La démocratie locale – C’est un lieu privilégié de formation et d’exercice de la citoyenneté car le citoyen y est proche des lieux de pouvoir et particulièrement à même de se faire une opinion sur les objectifs à atteindre et les moyens à mettre en œuvre. La gestion des collectivités territoriales est régie par le principe de libre administration, posé par l’article 72 de la Constitution, principe limité par d’autres principes (unité et indivisibilité de la République), l’absence de domaine législatif propre, le contrôle de légalité, le contrôle budgétaire et la contractualisation. Comme au niveau national, on constate une personnalisation des exécutifs. La participation des citoyens à la délibération et à la gestion peut s’exercer sous des formes extrêmement diverses (commissions extra municipales, consultations obligatoires d’instances ad hoc, référendum communal, associations).

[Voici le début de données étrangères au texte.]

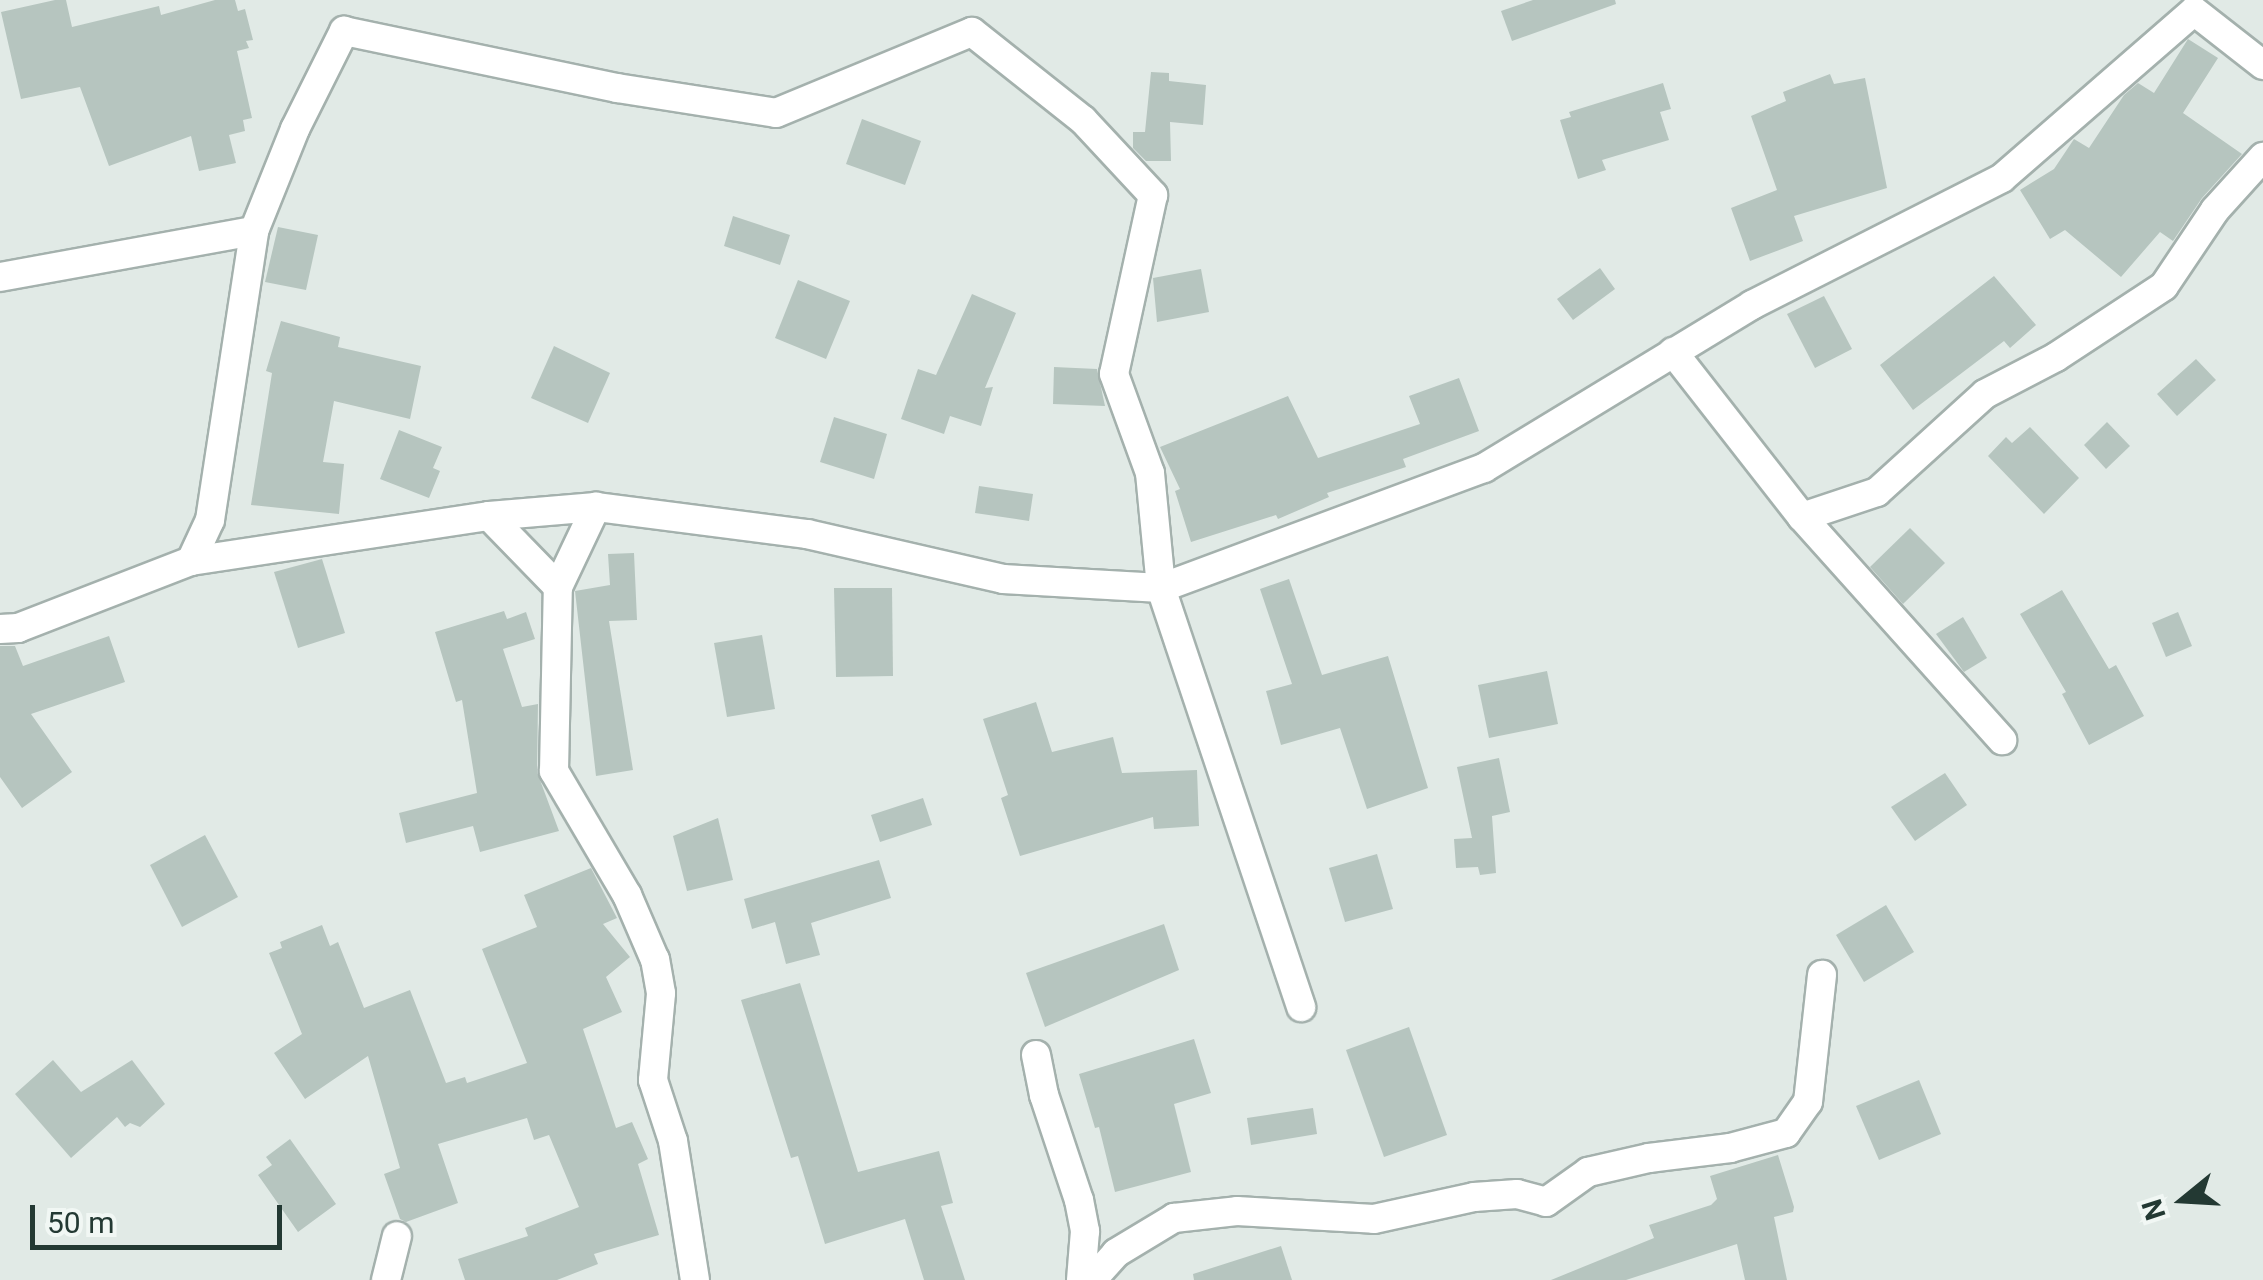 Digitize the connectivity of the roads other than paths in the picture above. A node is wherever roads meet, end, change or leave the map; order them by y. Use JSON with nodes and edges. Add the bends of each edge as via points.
{"nodes":[{"id":1,"x":2263,"y":64,"type":"edge"},
{"id":2,"x":2263,"y":157,"type":"edge"},
{"id":3,"x":254,"y":231,"type":"junction"},
{"id":4,"x":0,"y":277,"type":"edge"},
{"id":5,"x":1673,"y":352,"type":"junction"},
{"id":6,"x":596,"y":508,"type":"junction"},
{"id":7,"x":489,"y":516,"type":"junction"},
{"id":8,"x":1802,"y":517,"type":"junction"},
{"id":9,"x":190,"y":561,"type":"junction"},
{"id":10,"x":558,"y":587,"type":"junction"},
{"id":11,"x":1161,"y":588,"type":"junction"},
{"id":12,"x":0,"y":629,"type":"edge"},
{"id":13,"x":2002,"y":740,"type":"dead end"},
{"id":14,"x":1822,"y":974,"type":"dead end"},
{"id":15,"x":1301,"y":1007,"type":"dead end"},
{"id":16,"x":1036,"y":1054,"type":"dead end"},
{"id":17,"x":397,"y":1236,"type":"dead end"},
{"id":18,"x":386,"y":1280,"type":"edge"},
{"id":19,"x":695,"y":1280,"type":"edge"},
{"id":20,"x":1080,"y":1280,"type":"edge"},
{"id":21,"x":1092,"y":1280,"type":"edge"}],
"edges":[{"from":1,"to":5,"type":"street","via":[[2194,11],[2002,178]]},
{"from":2,"to":8,"type":"street","via":[[2215,210],[2164,286],[1985,394],[1877,492]]},
{"from":3,"to":4,"type":"street"},
{"from":3,"to":9,"type":"street","via":[[210,520]]},
{"from":3,"to":11,"type":"street","via":[[344,31],[617,88],[776,113],[972,32],[1084,120],[1153,194],[1114,374],[1150,473]]},
{"from":5,"to":8,"type":"street"},
{"from":5,"to":11,"type":"street","via":[[1484,468]]},
{"from":6,"to":7,"type":"street"},
{"from":6,"to":10,"type":"street"},
{"from":6,"to":11,"type":"street","via":[[807,534],[1003,579]]},
{"from":7,"to":9,"type":"street"},
{"from":7,"to":10,"type":"street"},
{"from":8,"to":13,"type":"street"},
{"from":9,"to":12,"type":"street","via":[[35,622]]},
{"from":10,"to":19,"type":"street","via":[[554,771],[627,895],[655,960],[661,994],[653,1080],[673,1141]]},
{"from":11,"to":15,"type":"street"},
{"from":14,"to":21,"type":"street","via":[[1808,1102],[1786,1133],[1588,1172],[1546,1202],[1517,1194],[1474,1197],[1374,1220],[1238,1211],[1174,1218],[1116,1253]]},
{"from":16,"to":20,"type":"street","via":[[1080,1200]]},
{"from":17,"to":18,"type":"street"}]}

Les institutions - Elles conditionnent évidemment l’exercice de la citoyenneté. La citoyenneté, co-souveraineté régie par le pacte républicain est une création continue. La France est à cet égard un véritable laboratoire institutionnel (quinze constitutions en deux siècles). La combinaison de la souveraineté nationale et de la souveraineté populaire a été réglée par la constitution de la V° République en considérant que la souveraineté nationale appartient au peuple qui l’exerce par ses représentants et la voie du référendum. La loi, votée par le Parlement, est l’expression de la volonté générale de la communauté des citoyens. Le Gouvernement détermine et conduit la politique de la nation, mais, sous la V° République, la clé de voûte est le Président de la République qui a le pouvoir exécutif sous réserve du cas de cohabitation.

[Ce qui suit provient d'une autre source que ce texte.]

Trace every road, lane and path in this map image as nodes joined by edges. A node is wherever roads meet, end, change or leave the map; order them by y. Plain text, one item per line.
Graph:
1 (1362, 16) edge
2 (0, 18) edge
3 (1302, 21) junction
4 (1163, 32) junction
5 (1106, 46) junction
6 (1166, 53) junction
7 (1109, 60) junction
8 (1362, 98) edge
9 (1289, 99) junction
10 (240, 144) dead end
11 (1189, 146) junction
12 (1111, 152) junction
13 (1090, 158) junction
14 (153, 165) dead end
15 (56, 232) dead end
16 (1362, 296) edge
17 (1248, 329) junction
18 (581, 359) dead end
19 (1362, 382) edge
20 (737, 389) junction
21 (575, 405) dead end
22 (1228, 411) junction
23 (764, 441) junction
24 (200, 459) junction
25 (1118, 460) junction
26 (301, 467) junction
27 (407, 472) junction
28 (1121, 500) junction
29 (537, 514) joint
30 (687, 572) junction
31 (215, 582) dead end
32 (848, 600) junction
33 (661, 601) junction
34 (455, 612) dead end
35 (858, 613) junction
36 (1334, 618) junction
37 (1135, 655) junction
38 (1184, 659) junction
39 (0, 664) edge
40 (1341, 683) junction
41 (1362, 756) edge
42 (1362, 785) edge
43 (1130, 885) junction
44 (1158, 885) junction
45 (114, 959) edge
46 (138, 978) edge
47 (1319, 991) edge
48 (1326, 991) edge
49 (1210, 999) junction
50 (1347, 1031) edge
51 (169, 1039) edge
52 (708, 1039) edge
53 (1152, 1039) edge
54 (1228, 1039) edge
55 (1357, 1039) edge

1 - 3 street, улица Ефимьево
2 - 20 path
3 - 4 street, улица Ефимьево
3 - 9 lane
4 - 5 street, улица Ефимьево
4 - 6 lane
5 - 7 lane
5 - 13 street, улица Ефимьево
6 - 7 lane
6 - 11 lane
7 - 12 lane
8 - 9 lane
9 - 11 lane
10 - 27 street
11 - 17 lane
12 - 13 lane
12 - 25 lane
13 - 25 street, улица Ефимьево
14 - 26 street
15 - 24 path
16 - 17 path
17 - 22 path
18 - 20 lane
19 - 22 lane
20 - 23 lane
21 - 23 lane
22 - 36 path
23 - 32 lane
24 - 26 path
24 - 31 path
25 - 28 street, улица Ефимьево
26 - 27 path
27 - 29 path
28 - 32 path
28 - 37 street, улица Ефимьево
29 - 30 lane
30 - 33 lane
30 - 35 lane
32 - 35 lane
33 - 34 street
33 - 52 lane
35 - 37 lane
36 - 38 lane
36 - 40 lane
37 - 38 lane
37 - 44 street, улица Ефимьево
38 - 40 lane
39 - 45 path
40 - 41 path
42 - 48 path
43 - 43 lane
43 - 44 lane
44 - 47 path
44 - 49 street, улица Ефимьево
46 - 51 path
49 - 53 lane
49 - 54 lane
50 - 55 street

Il n’y a pas de citoyenneté sans dynamique propre, ni de pacte qui ne s’adapte sans cesse

Crise de l’individualité, des représentations, des médiations, la crise renvoie aujourd’hui chacun vers sa responsabilité propre. Moins soumis à la domination d’appareils qui ont souvent failli, les engagements dans une diversité extrême sont plus libres. Leur combinaison originale fait de chaque individu un sujet unique, doté de ce que l’on pourrait considérer comme un « génome » de citoyenneté. À l’inverse de la période précédente, la question serait alors de retrouver une nouvelle centralité pour la communauté des citoyens.

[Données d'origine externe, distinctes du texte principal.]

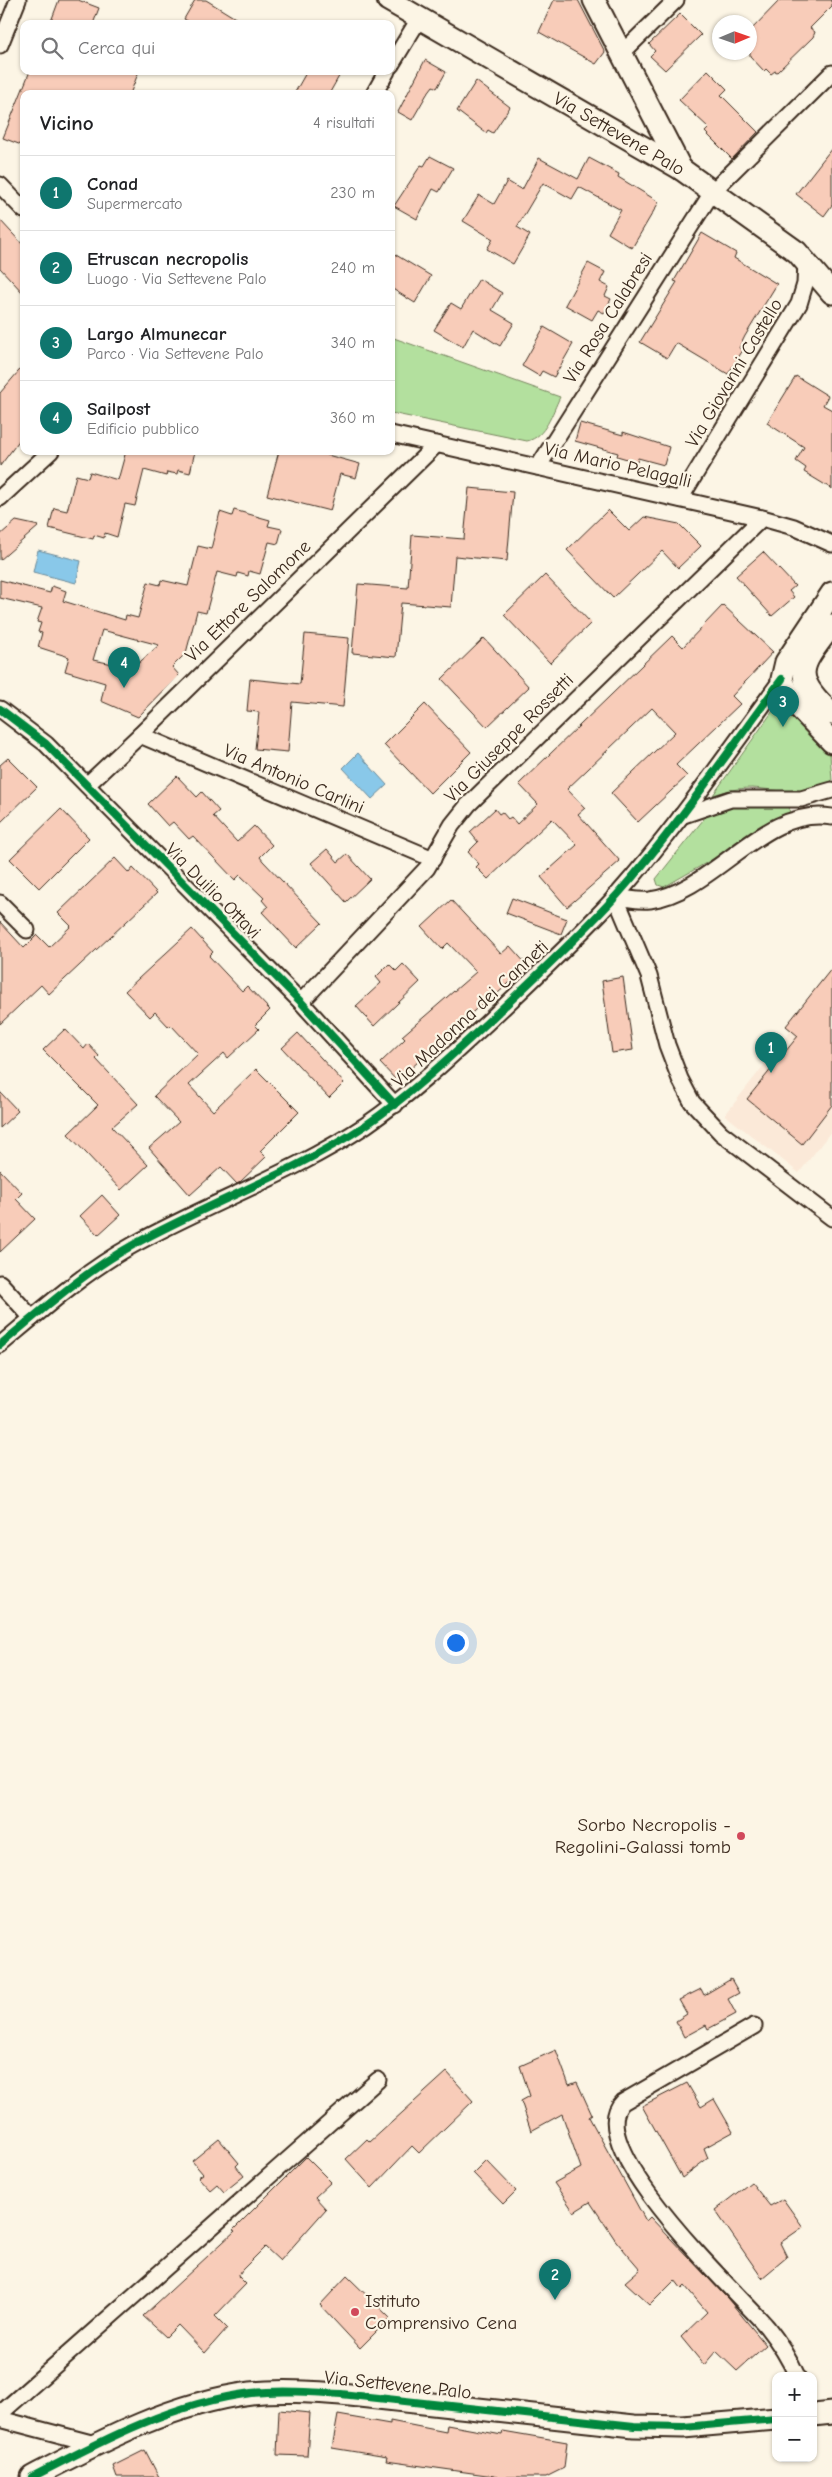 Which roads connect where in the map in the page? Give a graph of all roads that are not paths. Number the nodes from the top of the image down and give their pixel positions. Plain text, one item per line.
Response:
1 (18, 0) edge
2 (388, 0) edge
3 (594, 0) edge
4 (676, 0) edge
5 (419, 18) junction
6 (0, 45) edge
7 (621, 54) junction
8 (395, 58) edge
9 (832, 73) edge
10 (385, 75) edge
11 (376, 90) edge
12 (681, 169) junction
13 (0, 185) edge
14 (713, 191) junction
15 (20, 206) edge
16 (801, 256) junction
17 (832, 270) edge
18 (832, 292) edge
19 (395, 435) edge
20 (437, 444) junction
21 (47, 455) edge
22 (538, 467) junction
23 (0, 498) edge
24 (680, 499) junction
25 (762, 518) junction
26 (832, 544) edge
27 (832, 592) edge
28 (832, 625) edge
29 (782, 679) junction
30 (0, 709) edge
31 (832, 714) edge
32 (140, 735) junction
33 (832, 742) edge
34 (86, 785) junction
35 (832, 790) edge
36 (681, 816) junction
37 (832, 817) edge
38 (432, 859) junction
39 (615, 896) junction
40 (0, 903) edge
41 (27, 930) dead end
42 (301, 1002) junction
43 (395, 1105) junction
44 (832, 1218) edge
45 (0, 1283) edge
46 (32, 1318) junction
47 (0, 1346) edge
48 (754, 2026) dead end
49 (378, 2080) dead end
50 (795, 2372) edge
51 (832, 2413) edge
52 (0, 2414) edge
53 (817, 2415) edge
54 (772, 2418) edge
55 (0, 2419) edge
56 (95, 2444) junction
57 (32, 2477) edge

1 - 6 street
2 - 5 street, Via Settevene Palo
3 - 7 street
4 - 7 street
5 - 8 street
5 - 12 street, Via Settevene Palo
7 - 12 street
9 - 14 street, Via Rosa Calabresi
10 - 11 street
12 - 14 street, Via Settevene Palo
13 - 15 street
14 - 16 street, Via Settevene Palo
14 - 22 street, Via Rosa Calabresi
16 - 17 street
16 - 18 street, Via Settevene Palo
16 - 24 street, Via Giovanni Castello
19 - 20 street, Via Mario Pelagalli
20 - 22 street, Via Mario Pelagalli
20 - 32 street, Via Ettore Salomone
21 - 23 street
22 - 24 street, Via Mario Pelagalli
24 - 25 street, Via Mario Pelagalli
25 - 26 street, Via Mario Pelagalli
25 - 38 street, Via Giuseppe Rossetti
27 - 29 street
28 - 31 street
29 - 33 street
29 - 36 street, Via Madonna dei Canneti
30 - 34 street, Via Duilio Ottavi
32 - 34 street, Via Ettore Salomone
32 - 38 street, Via Antonio Carlini
34 - 42 street, Via Duilio Ottavi
35 - 36 street
36 - 39 street, Via Madonna dei Canneti
37 - 39 street
38 - 42 street, Via Giuseppe Rossetti
39 - 43 street, Via Madonna dei Canneti
39 - 44 street
40 - 41 street
42 - 43 street, Via Duilio Ottavi
43 - 46 street, Via Madonna dei Canneti
45 - 46 street
46 - 47 street, Via Madonna dei Canneti
48 - 50 street
49 - 52 street
51 - 53 street
54 - 56 street, Via Settevene Palo
55 - 56 street
56 - 57 street, Via Settevene Palo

Mais il faut aussi tenir compte de l’émergence de citoyennetés transnationales. Une citoyenneté européenne a été décrétée par le traité de Maastricht en 1992 : « Il est institué une citoyenneté de l’Union. Est citoyen de l’Union toute personne ayant la nationalité d’un État membre ». Mais il s’agit d’une citoyenneté de faible densité, comportant un minimum de droits (circulation et séjour, vote et éligibilité aux élections municipales et aux élections du Parlement européen, protection diplomatique, médiateur) ; une citoyenneté de superposition, sans autonomie, pour une communauté politique de type fédéral mais auquel le traité qui vient d’être voté ne donne pas le caractère d’un pacte en raison des conditions dans lesquelles il a été acquis et que l’on ne saurait qualifier de républicain étant donné le nombre de monarchies que comporte l’Union européenne.

Finalement, on peut se demander si ce n’est pas au niveau mondial qu’existent, dès aujourd’hui, les bases le plus convaincantes pour exprimer tout à la fois la vocation du pacte républicain à créer de l’universel à partir des bases nationales et engager l’émergence d’une citoyenneté traduisant cette universalité, avec des valeurs spécifiques la paix, la sécurité sous toutes ses formes, le droit au développement, la protection de l’écosystème mondial, la maîtrise scientifique, les droits de l’homme et du genre humain, parmi bien d’autres. Nous y reviendrons.